I forward it immediately.
“Got it. I’ll call you back as soon as we know something.”
I hang up and sit on the couch, elbows on my knees, hands clasped. I stare at the wall across from me as if it might eventually give me an answer.
My thoughts drift to Valeria. The devastation in her eyes haunts me—that exact moment when I saw her understand, when I saw something shut down inside her.
The guilt is suffocating.
Not for moving on when I believed she was dead, but for letting myself be manipulated—and for not being able to shield her from the consequences of my mistakes.
The wait is unbearable.
When Andrea calls back, I answer on the first ring.
“The document is authentic. Bianca is pregnant.”
The news hits me like a sledgehammer. Brutal. Final.
I’m going to be a father.
“How is that possible? I always used protection.”
Part of me is still searching for the flaw, the escape route, the trap.
But the test results are right there.
My shoulders slump.
I refuse to be the kind of bastard who walks away from his responsibilities.
I’m going to be a father, and I feel no joy at all.
Not like this. Not with the woman I love. But it’s real. Irreversible. And no amount of anger or regret will change that.
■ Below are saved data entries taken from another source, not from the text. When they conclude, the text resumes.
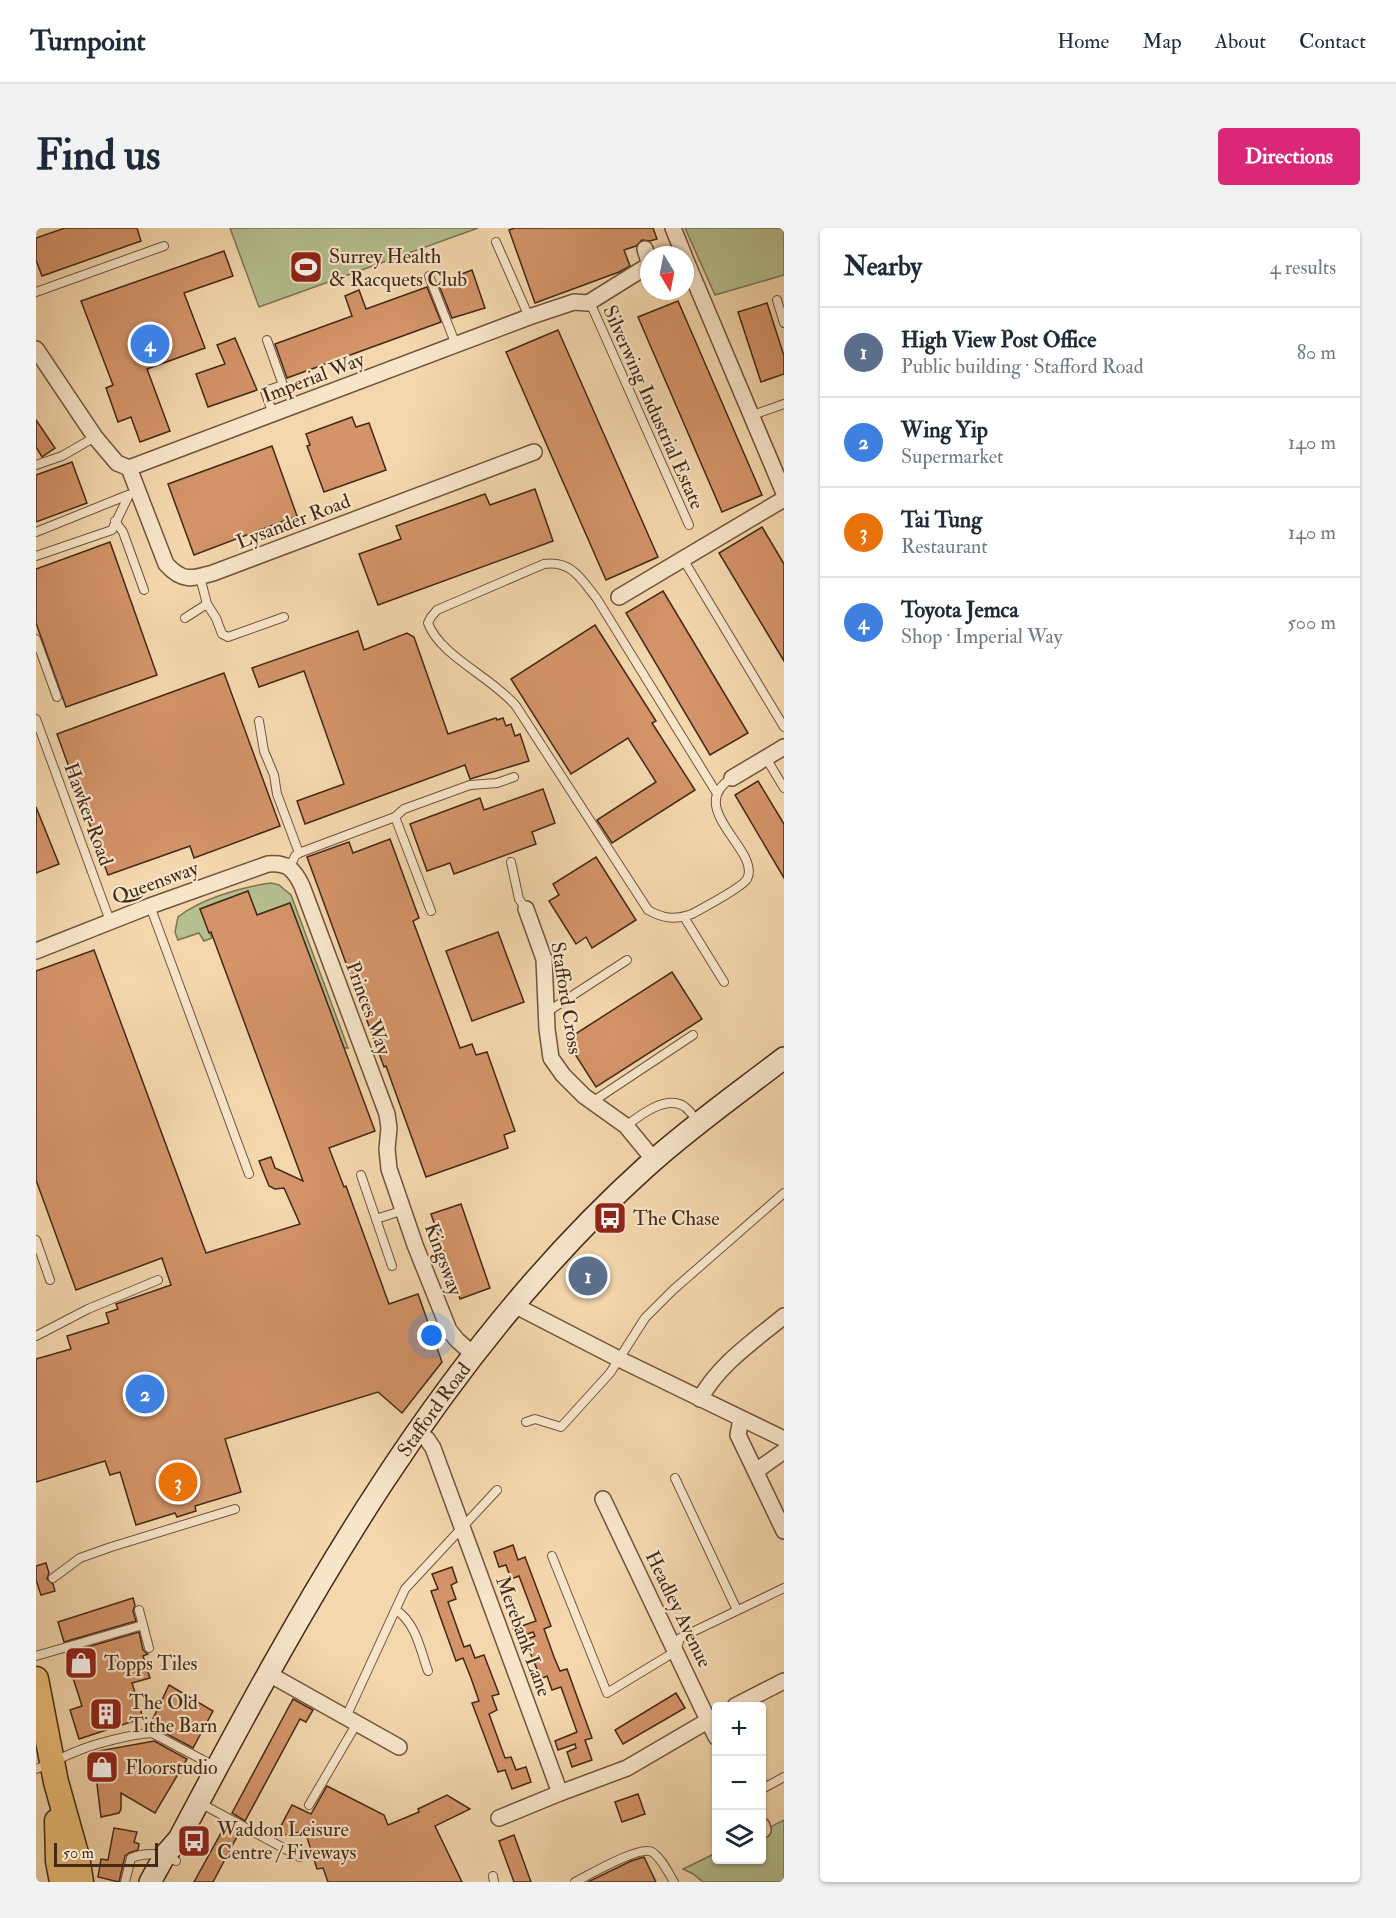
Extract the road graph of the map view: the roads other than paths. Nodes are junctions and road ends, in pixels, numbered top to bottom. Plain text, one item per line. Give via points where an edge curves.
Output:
1 (673, 228) edge
2 (496, 242) dead end
3 (164, 246) dead end
4 (681, 246) edge
5 (640, 265) edge
6 (429, 276) dead end
7 (694, 277) edge
8 (36, 292) edge
9 (777, 300) dead end
10 (588, 303) junction
11 (529, 317) junction
12 (784, 323) edge
13 (267, 340) dead end
14 (456, 345) junction
15 (36, 349) edge
16 (784, 404) edge
17 (273, 414) junction
18 (753, 415) junction
19 (95, 437) junction
20 (534, 452) dead end
21 (36, 465) edge
22 (129, 468) junction
23 (784, 493) edge
24 (134, 494) junction
25 (784, 499) edge
26 (115, 521) junction
27 (688, 525) dead end
28 (36, 532) edge
29 (36, 556) edge
30 (683, 559) junction
31 (200, 577) junction
32 (144, 590) dead end
33 (619, 597) dead end
34 (207, 604) junction
35 (284, 617) dead end
36 (185, 618) dead end
37 (36, 639) edge
38 (57, 697) dead end
39 (259, 721) dead end
40 (37, 724) edge
41 (784, 728) edge
42 (784, 747) edge
43 (766, 758) junction
44 (514, 777) dead end
45 (732, 778) joint
46 (784, 788) edge
47 (717, 792) junction
48 (395, 816) junction
49 (299, 853) junction
50 (510, 862) dead end
51 (290, 867) junction
52 (150, 906) junction
53 (526, 909) joint
54 (431, 911) dead end
55 (684, 917) junction
56 (110, 921) junction
57 (36, 951) edge
58 (627, 960) dead end
59 (724, 982) dead end
60 (547, 1012) junction
61 (693, 1035) dead end
62 (784, 1058) edge
63 (592, 1102) junction
64 (699, 1123) junction
65 (626, 1126) junction
66 (654, 1160) junction
67 (389, 1169) joint
68 (249, 1174) dead end
69 (361, 1175) dead end
70 (784, 1193) edge
71 (404, 1210) junction
72 (376, 1219) junction
73 (36, 1240) edge
74 (392, 1266) dead end
75 (50, 1280) dead end
76 (158, 1281) dead end
77 (514, 1305) junction
78 (784, 1316) edge
79 (36, 1336) edge
80 (474, 1355) junction
81 (619, 1359) junction
82 (700, 1399) junction
83 (741, 1419) junction
84 (526, 1422) dead end
85 (417, 1431) junction
86 (784, 1439) edge
87 (784, 1451) edge
88 (756, 1471) junction
89 (675, 1478) dead end
90 (497, 1490) dead end
91 (603, 1499) dead end
92 (235, 1509) dead end
93 (461, 1527) junction
94 (784, 1531) edge
95 (552, 1556) dead end
96 (53, 1578) dead end
97 (784, 1588) edge
98 (140, 1610) dead end
99 (396, 1610) junction
100 (737, 1610) junction
101 (143, 1625) junction
102 (149, 1648) dead end
103 (676, 1652) junction
104 (36, 1656) edge
105 (428, 1671) dead end
106 (269, 1674) junction
107 (36, 1678) edge
108 (784, 1682) edge
109 (745, 1702) edge
110 (712, 1716) edge
111 (712, 1719) edge
112 (351, 1720) junction
113 (399, 1747) dead end
114 (218, 1768) junction
115 (48, 1772) edge
116 (784, 1777) edge
117 (766, 1787) edge
118 (560, 1793) junction
119 (199, 1802) junction
120 (309, 1805) dead end
121 (499, 1818) dead end
122 (173, 1852) junction
123 (300, 1857) dead end
124 (62, 1882) edge
125 (81, 1882) edge
126 (125, 1882) edge
127 (150, 1882) edge
128 (164, 1882) edge
129 (575, 1882) edge
130 (674, 1882) edge

1 - 4 street
2 - 11 lane
3 - 8 lane
5 - 10 street, Imperial Way
6 - 14 lane
7 - 18 street
9 - 12 lane
10 - 11 street, Imperial Way via 574,302
10 - 27 lane, Silverwing Industrial Estate
11 - 14 street, Imperial Way
13 - 17 lane via 283,385 265,391
14 - 17 street, Imperial Way
15 - 19 street
16 - 18 lane
17 - 22 street, Imperial Way
18 - 23 street
19 - 21 lane via 62,456
19 - 22 street via 117,463
20 - 31 street, Lysander Road
22 - 24 street
24 - 26 lane
24 - 28 lane
24 - 31 street via 166,564 175,574
25 - 30 street
26 - 29 lane via 112,530
26 - 32 lane via 123,532
30 - 33 street
30 - 41 lane
31 - 34 lane
34 - 35 lane via 222,634 228,637
34 - 36 lane
37 - 38 lane
39 - 49 lane via 277,794
40 - 56 lane, Hawker Road
42 - 43 street
43 - 45 street
43 - 46 lane
44 - 48 lane via 470,785 404,809
45 - 47 lane
47 - 55 lane via 720,820 748,862 750,872 746,882
47 - 55 lane via 597,599 574,571 557,562 544,564 437,610 431,617 428,623 436,639 505,692 516,706 648,910 672,919
48 - 49 lane
48 - 54 lane
49 - 51 lane
50 - 53 lane via 519,899
51 - 52 street, Queensway via 268,864
51 - 67 street, Princes Way via 302,886 387,1114
52 - 56 street, Queensway
52 - 68 lane
53 - 60 street, Stafford Cross via 544,959
55 - 59 lane
56 - 57 street, Queensway
58 - 60 lane
60 - 63 street, Stafford Cross via 551,1058
61 - 63 lane
62 - 64 main road, Stafford Road
63 - 65 street, Stafford Cross
64 - 65 lane via 685,1107 667,1104
64 - 66 main road, Stafford Road
65 - 66 street, Stafford Cross
66 - 77 main road, Stafford Road
67 - 71 street, Kingsway
69 - 72 lane
70 - 81 lane via 645,1318
71 - 72 lane
71 - 80 street, Kingsway via 444,1318 457,1340
72 - 74 lane
73 - 75 lane
76 - 79 lane via 88,1309
77 - 80 main road, Stafford Road
77 - 81 street
78 - 82 street via 726,1364
80 - 85 main road, Stafford Road
81 - 82 street
81 - 84 lane via 561,1427 535,1419
82 - 83 street
83 - 86 street
83 - 88 street via 738,1435
85 - 93 street, Merebank Lane via 433,1448
85 - 106 main road, Stafford Road
87 - 88 street
88 - 94 street
89 - 100 lane
90 - 93 lane
91 - 103 street, Headley Avenue
92 - 96 lane via 111,1546 81,1558
93 - 99 lane via 405,1589
93 - 118 street, Merebank Lane
95 - 103 lane via 608,1693
97 - 100 lane
98 - 101 lane
99 - 105 lane via 412,1626
99 - 112 lane
100 - 103 lane via 680,1638
101 - 102 lane
101 - 104 lane
103 - 110 street, Headley Avenue
106 - 112 street
106 - 114 main road, Stafford Road
107 - 115 highway
108 - 109 street
111 - 118 street via 627,1768
112 - 113 street
112 - 120 lane
114 - 115 lane via 152,1733 141,1733 75,1752
114 - 119 main road, Stafford Road
115 - 124 highway
115 - 125 highway via 77,1857
116 - 117 lane
118 - 121 street
119 - 122 main road, Stafford Road
119 - 123 lane
122 - 126 lane via 131,1858
122 - 127 main road, Stafford Road
122 - 128 main road, Stafford Road
129 - 130 lane via 646,1850 654,1852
I would have given anything for it to be with Valeria. For it to be ours. For that moment I imagined so many times—her telling me, me failing to hide my joy.
But it’s too late.
“Dante,” Andrea says softly. “You holding up?”
“Yes.”
A pause.
“Valeria left,” I say.
Silence.
“Can you blame her?”
“No.”
I can’t blame her for putting distance between herself and the man who got her worst enemy pregnant. I can’t blame her for running from something I can barely face myself.
“My child’s mother is a woman who tried to kill the woman I love,” I say quietly. “I don’t know how to protect my child from that reality. When Bianca is held accountable, what she did will be public.”
“You could drop the case against her.”
“And betray Valeria again? Never. I’ll protect my child—but not at that cost. Valeria deserves justice.”
“The decision is yours.”
“It’s already made.”
When I hang up, snow has started falling over Paris. It’s beautiful and silent and completely indifferent to what I’m going through—which, in a way, is almost comforting.
I’m going to be a father.
I’m going to have a child.
Will I be able to love my child, even if I despise their mother? Even if its existence risks costing me the woman I love?
I don’t know yet.
But I know this: it isn’t responsible for what Bianca did. And that, at least, is clear.
I dial Bianca’s number.
“Dante,” she says the moment she answers. “That took you long enough.”
“I just read your messages.”
Short. Cold. Deliberate.
“You turned off your phone… Why? You’ve never done that before.”
Jealousy and suspicion drip from her voice. This time, I hear them clearly. No filter. No illusion. And for the hundredth time, I wonder how I could have been so blind.
“What I do with my private life is none of your business anymore, Bianca.”
Silence. Then her voice rises, faster now, almost pained.
“Are you with her?”
“Seriously, Bianca? Do you honestly think I’d be with her right now?”
I can almost hear her sigh of relief.
Before, I would’ve felt guilty. Not anymore.
“No, of course not. You wouldn’t be that easy to manipulate.”
Her comment hits a little too close to the truth. I was easy to manipulate.
Not anymore.
I get straight to the point.
“How long have you known?”
“Since yesterday,” she replies.
Too quickly.
As if she’d already expected me to doubt her.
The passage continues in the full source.